圖1. 高通量DNA張力傳感器平臺(tái)用于研究單細(xì)胞的力學(xué)異質(zhì)性的原理圖

  研究結(jié)果表明耐藥性腫瘤細(xì)胞與非耐藥性腫瘤細(xì)胞之間存在明顯的機(jī)械異質(zhì)性。相比非耐藥性腫瘤細(xì)胞，對(duì)于化療藥物紫杉醇具有一定抗性的耐藥性腫瘤細(xì)胞的硬度降低，細(xì)胞機(jī)械力引起的熒光信號(hào)升高。為了進(jìn)一步分析導(dǎo)致單細(xì)胞機(jī)械異質(zhì)性的原因，他們通過(guò)單細(xì)胞RNA測(cè)序技術(shù)證實(shí)了兩個(gè)細(xì)胞群之間潛在的遺傳異質(zhì)性，結(jié)果顯示耐藥性細(xì)胞中與細(xì)胞骨架重塑有關(guān)的兩種基因VEGFA和MINK1的表達(dá)量普遍增加。隨后，他們通過(guò)將siVEGFA和siMINK1轉(zhuǎn)染到耐藥性腫瘤細(xì)胞中，下調(diào)了這兩個(gè)基因的表達(dá)水平。

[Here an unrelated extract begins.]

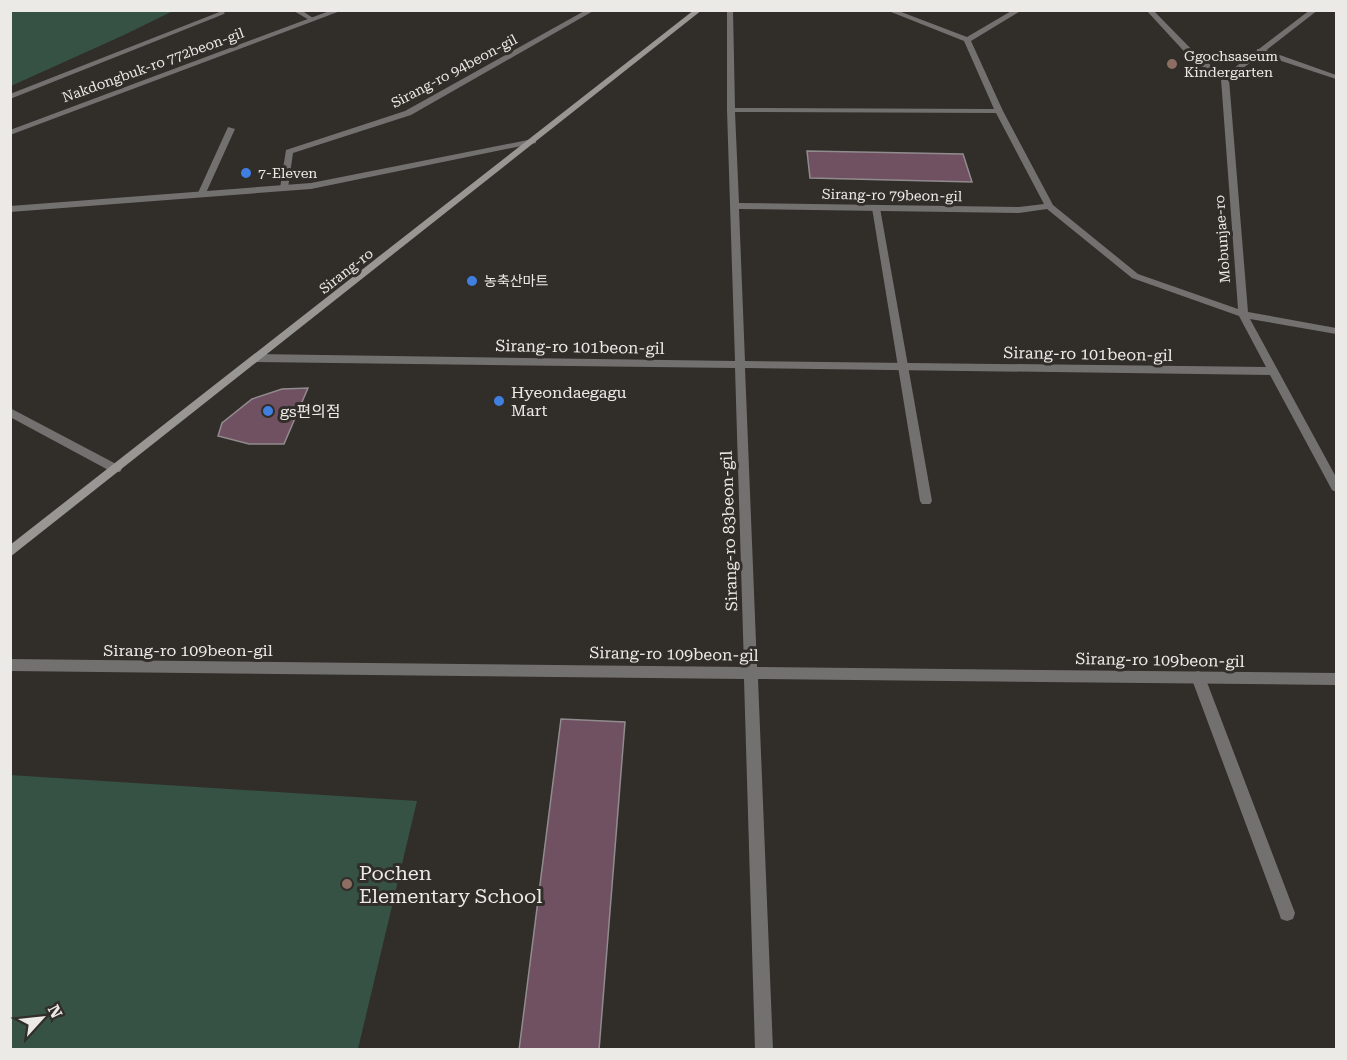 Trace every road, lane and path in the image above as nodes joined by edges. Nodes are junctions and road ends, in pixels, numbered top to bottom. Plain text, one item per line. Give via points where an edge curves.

最終，該平臺(tái)檢測(cè)結(jié)果顯示，伴隨著相關(guān)基因表達(dá)量的下調(diào)，耐藥性腫瘤細(xì)胞的熒光信號(hào)明顯下降，證實(shí)了VEGFA和MINK1與耐藥性細(xì)胞機(jī)械力增加的機(jī)制呈正相關(guān)，提示VEGFA和MINK1可能參與了腫瘤細(xì)胞形成耐藥性過(guò)程中的機(jī)械調(diào)控。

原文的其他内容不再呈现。